A new report from the Pew Charitable Trusts reports that 41 states experienced growth in their correctional health care spending from fiscal 2007-2011, with a median increase of 13%. Further:
…state spending on prisoner health care increased from fiscal 2007 to 2011, but began trending downward from its peak in 2009. Nationwide, prison health care spending totaled $7.7 billion in fiscal 2011, down from a peak of $8.2 billion in fiscal 2009. In a majority of states, correctional health care spending and per-inmate health care spending peaked before fiscal 2011. But a steadily aging prison population is a primary challenge that threatens to drive costs back up.

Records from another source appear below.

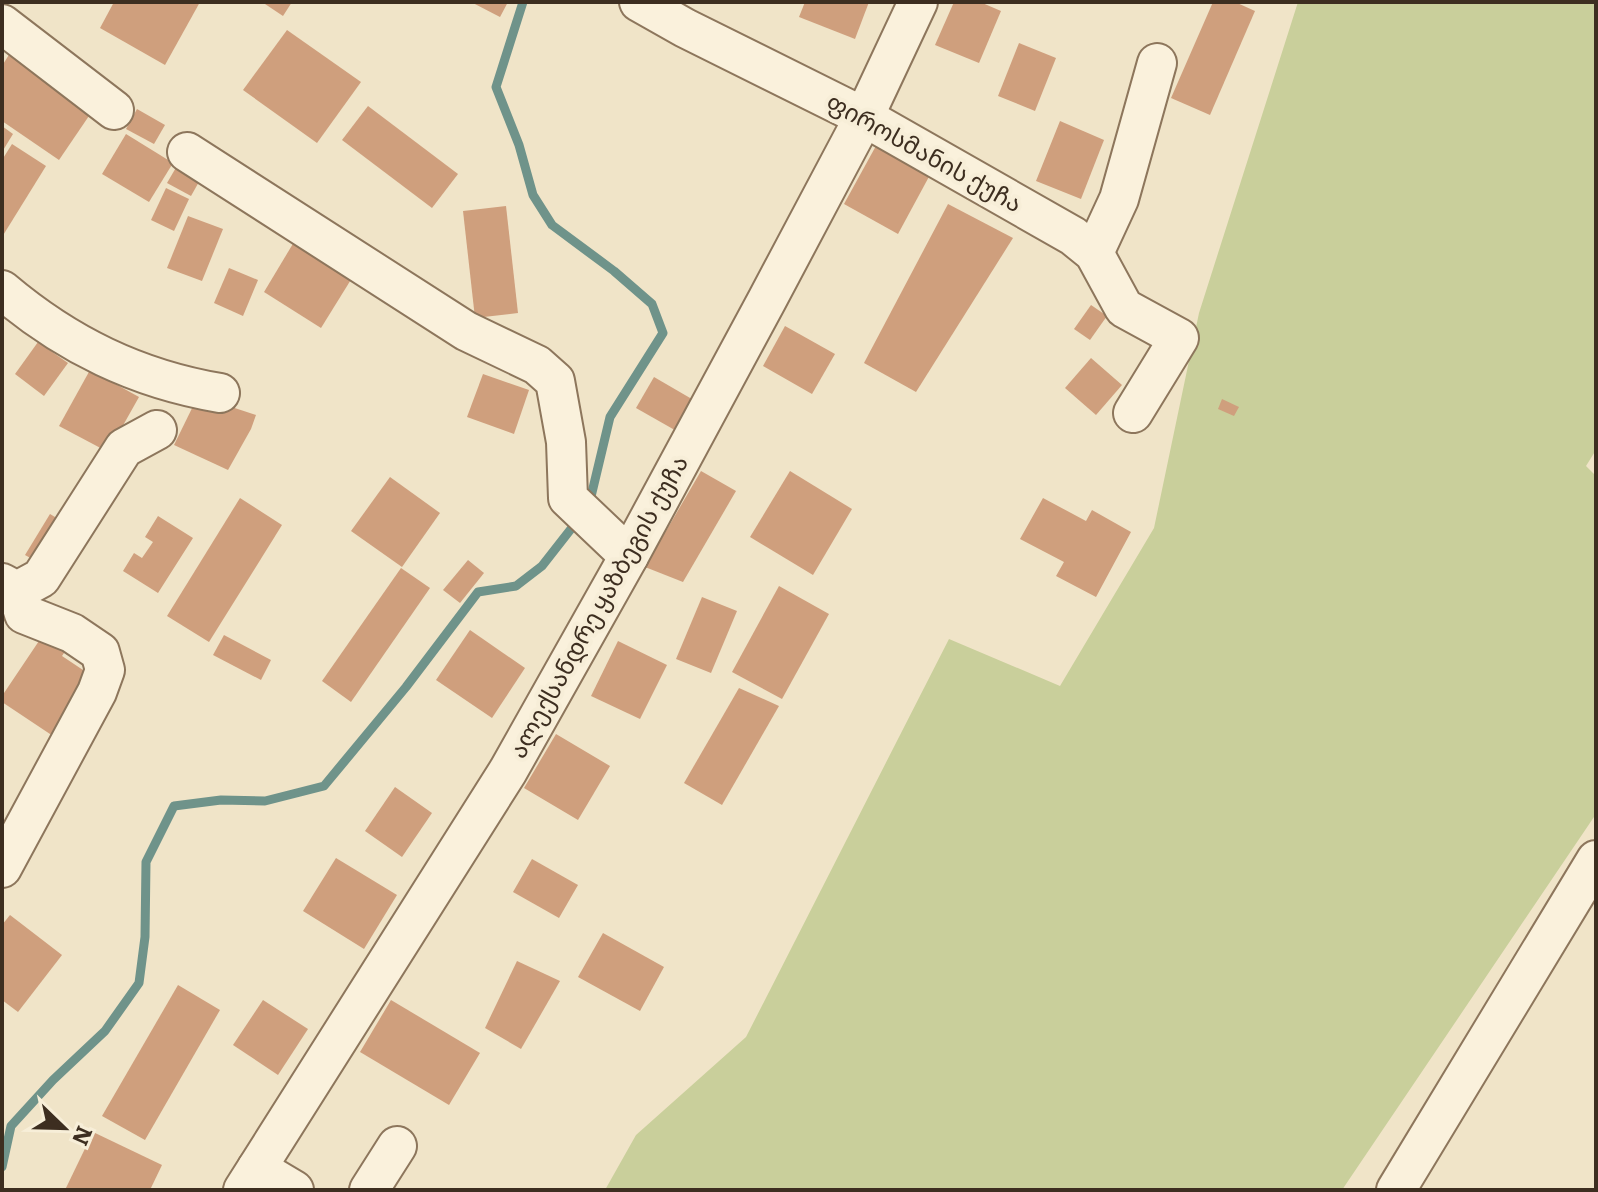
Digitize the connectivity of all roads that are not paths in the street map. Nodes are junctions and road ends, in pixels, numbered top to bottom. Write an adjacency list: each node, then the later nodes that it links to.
1 (639, 2): 6 (street, ფიროსმანის ქუჩა)
2 (918, 2): 6 (street, ალექსანდრე ყაზბეგის ქუჩა)
3 (2, 24): 5 (street)
4 (1157, 63): 8 (street)
5 (114, 110)
6 (864, 117): 8 (street, ფიროსმანის ქუჩა); 13 (street, ალექსანდრე ყაზბეგის ქუჩა)
7 (187, 152): 13 (street)
8 (1094, 253): 11 (street, ფიროსმანის ქუჩა)
9 (2, 290): 10 (street)
10 (220, 393)
11 (1133, 413)
12 (157, 430): 14 (street)
13 (621, 548): 18 (street, ალექსანდრე ყაზბეგის ქუჩა)
14 (10, 587): 16 (street)
15 (1596, 860): 21 (street)
16 (2, 868)
17 (397, 1146): 20 (street)
18 (250, 1179): 19 (street)
19 (294, 1190)
20 (369, 1190)
21 (1396, 1190)

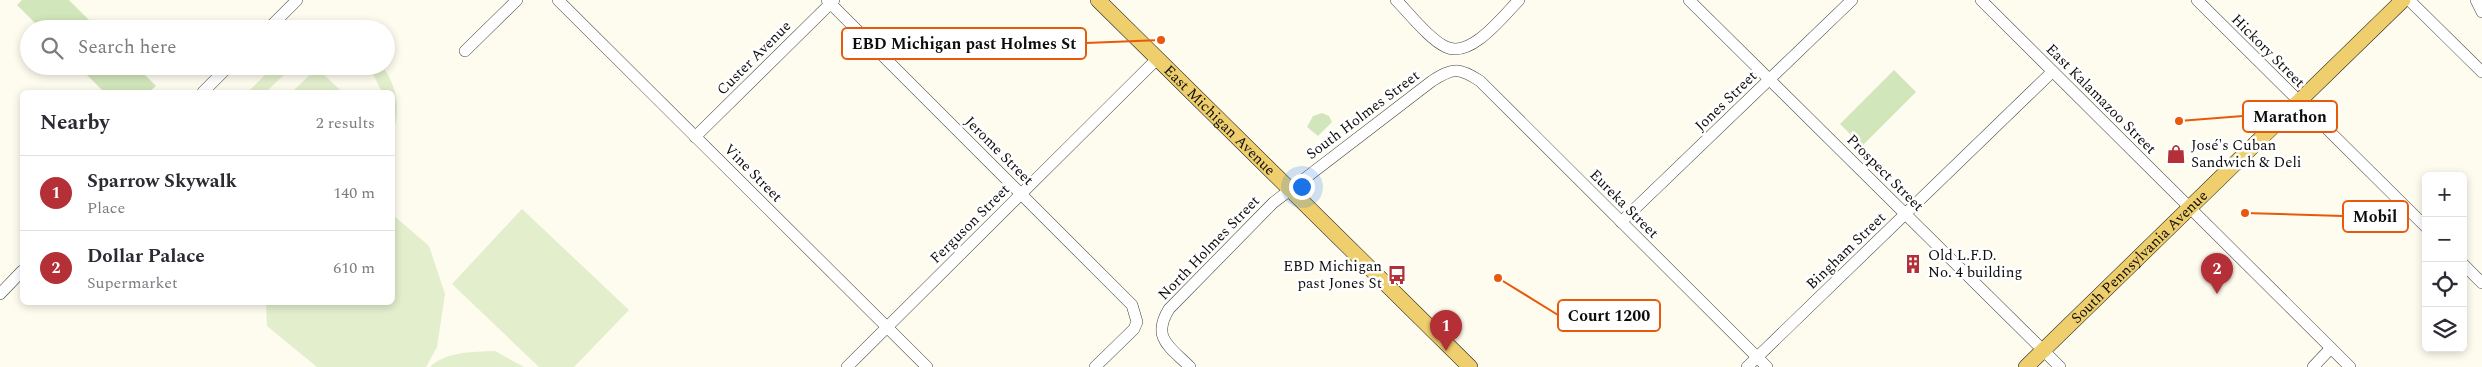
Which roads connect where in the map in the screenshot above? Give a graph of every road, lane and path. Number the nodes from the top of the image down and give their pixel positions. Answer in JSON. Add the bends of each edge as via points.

The share of older inmates rose in all but two of the 42 states that submitted prisoner age data. States where older inmates represented a relatively large share of the total prisoner population tended to incur higher per-inmate health care spending.
This report is timely because of the current debate over Solvaldi, the new drug for hepatitis C which costs about $1,000 a pill and up to $140,000 for a course of treatment. The debate over the price of this one drug has reached quite a high pitch. At a conference earlier today, I learned from Michael Kleinrock of the IMS Institute that about 70 percent of hepatitis C patients are either prisoners or ex-convicts. So, although commercial health plans appear to be the ones leading the challenge to the price of Sovaldi today, it is prison health-systems that will bear much of the cost.